→ Exercise description:
Search the records below for the string "Badara" and copy each line where it turns up.

Segment Open

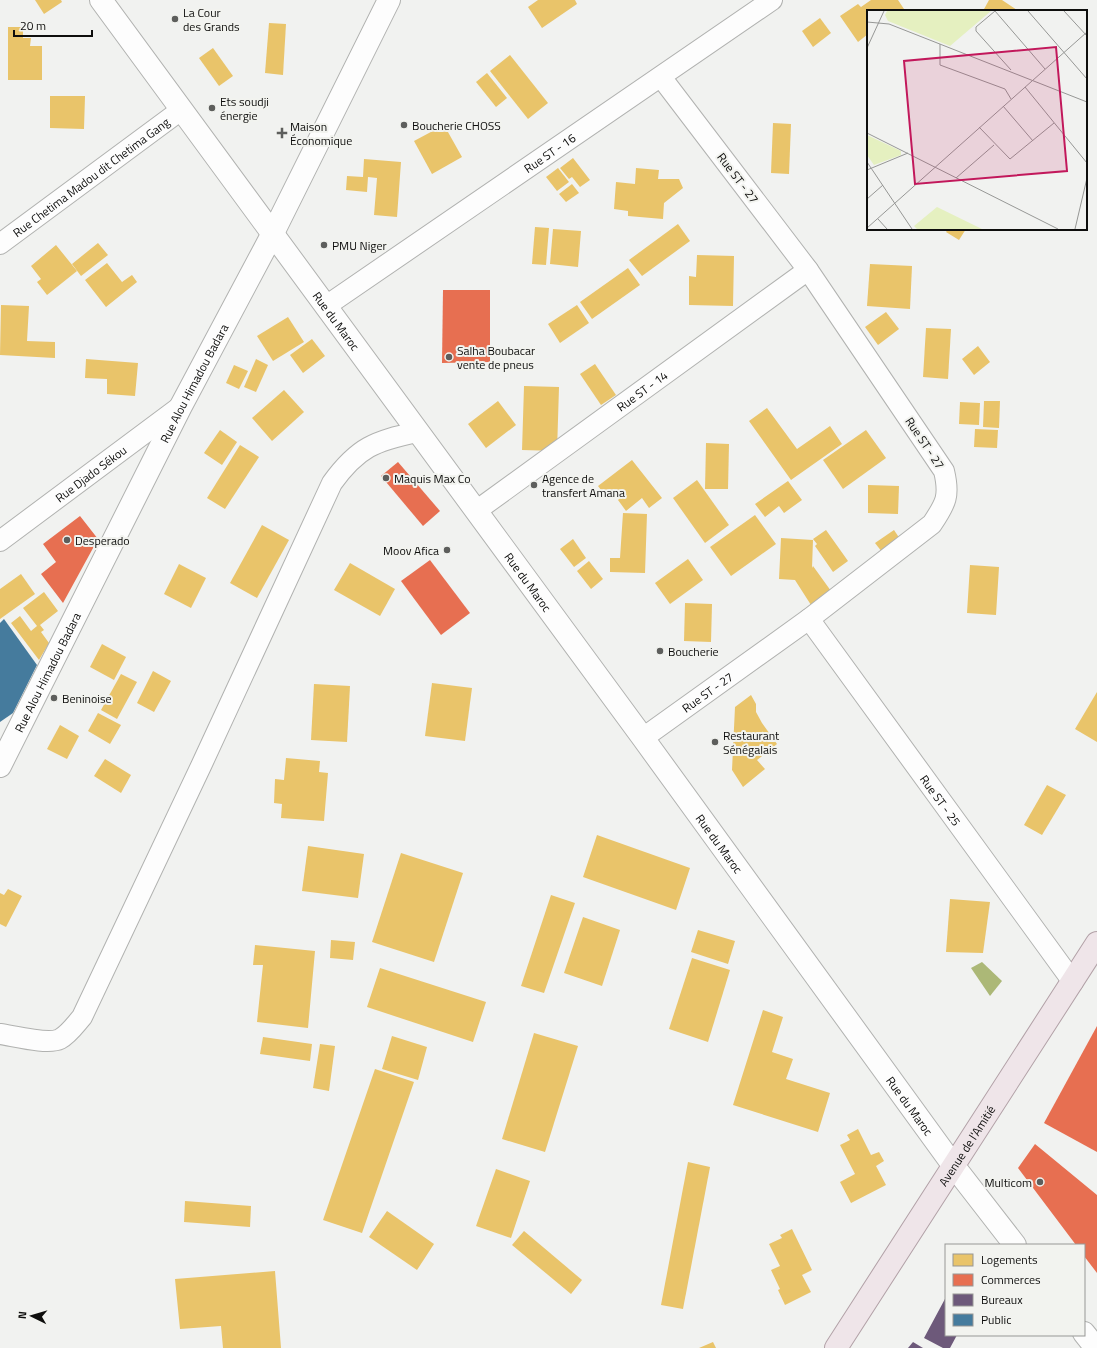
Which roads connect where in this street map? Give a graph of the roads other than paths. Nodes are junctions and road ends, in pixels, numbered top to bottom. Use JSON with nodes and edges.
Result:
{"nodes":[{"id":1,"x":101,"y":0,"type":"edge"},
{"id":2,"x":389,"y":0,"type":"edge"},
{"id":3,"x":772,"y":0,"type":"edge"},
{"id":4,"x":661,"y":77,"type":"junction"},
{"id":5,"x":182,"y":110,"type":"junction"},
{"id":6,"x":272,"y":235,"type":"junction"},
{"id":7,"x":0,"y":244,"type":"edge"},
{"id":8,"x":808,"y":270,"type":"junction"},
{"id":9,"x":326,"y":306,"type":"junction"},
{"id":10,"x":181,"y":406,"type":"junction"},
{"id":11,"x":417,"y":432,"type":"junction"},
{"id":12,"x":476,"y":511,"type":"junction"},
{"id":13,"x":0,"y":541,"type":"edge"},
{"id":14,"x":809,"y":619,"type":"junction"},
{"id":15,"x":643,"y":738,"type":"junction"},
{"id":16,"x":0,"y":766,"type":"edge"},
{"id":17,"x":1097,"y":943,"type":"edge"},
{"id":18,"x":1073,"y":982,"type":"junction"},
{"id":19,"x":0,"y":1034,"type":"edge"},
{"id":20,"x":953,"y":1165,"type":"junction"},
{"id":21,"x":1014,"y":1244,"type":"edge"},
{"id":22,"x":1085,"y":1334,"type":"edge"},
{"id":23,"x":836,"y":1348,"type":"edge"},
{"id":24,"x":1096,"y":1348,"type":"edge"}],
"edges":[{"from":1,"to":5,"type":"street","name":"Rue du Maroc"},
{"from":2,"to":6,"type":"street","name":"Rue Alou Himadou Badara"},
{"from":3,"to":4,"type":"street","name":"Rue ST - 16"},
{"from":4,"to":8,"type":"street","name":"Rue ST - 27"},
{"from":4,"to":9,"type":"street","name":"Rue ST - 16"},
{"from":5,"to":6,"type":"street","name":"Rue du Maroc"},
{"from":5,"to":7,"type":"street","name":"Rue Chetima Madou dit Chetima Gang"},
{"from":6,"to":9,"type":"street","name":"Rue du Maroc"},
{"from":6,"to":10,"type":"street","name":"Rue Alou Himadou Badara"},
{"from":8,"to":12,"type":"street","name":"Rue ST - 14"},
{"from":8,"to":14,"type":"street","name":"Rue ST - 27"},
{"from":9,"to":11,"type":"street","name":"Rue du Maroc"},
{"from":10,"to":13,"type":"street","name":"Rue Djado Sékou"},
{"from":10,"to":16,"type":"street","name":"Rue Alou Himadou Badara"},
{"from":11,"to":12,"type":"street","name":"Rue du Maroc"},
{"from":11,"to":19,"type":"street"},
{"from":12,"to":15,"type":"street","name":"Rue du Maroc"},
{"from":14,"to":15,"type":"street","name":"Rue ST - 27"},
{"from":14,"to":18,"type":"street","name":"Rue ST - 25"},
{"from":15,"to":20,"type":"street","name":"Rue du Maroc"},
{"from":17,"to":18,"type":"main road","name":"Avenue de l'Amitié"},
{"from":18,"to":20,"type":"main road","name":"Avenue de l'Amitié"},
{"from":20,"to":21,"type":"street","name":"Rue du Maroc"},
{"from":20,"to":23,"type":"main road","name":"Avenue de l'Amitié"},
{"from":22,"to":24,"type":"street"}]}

Segment Closed

→ Response:
{"from":2,"to":6,"type":"street","name":"Rue Alou Himadou Badara"},
{"from":6,"to":10,"type":"street","name":"Rue Alou Himadou Badara"},
{"from":10,"to":16,"type":"street","name":"Rue Alou Himadou Badara"},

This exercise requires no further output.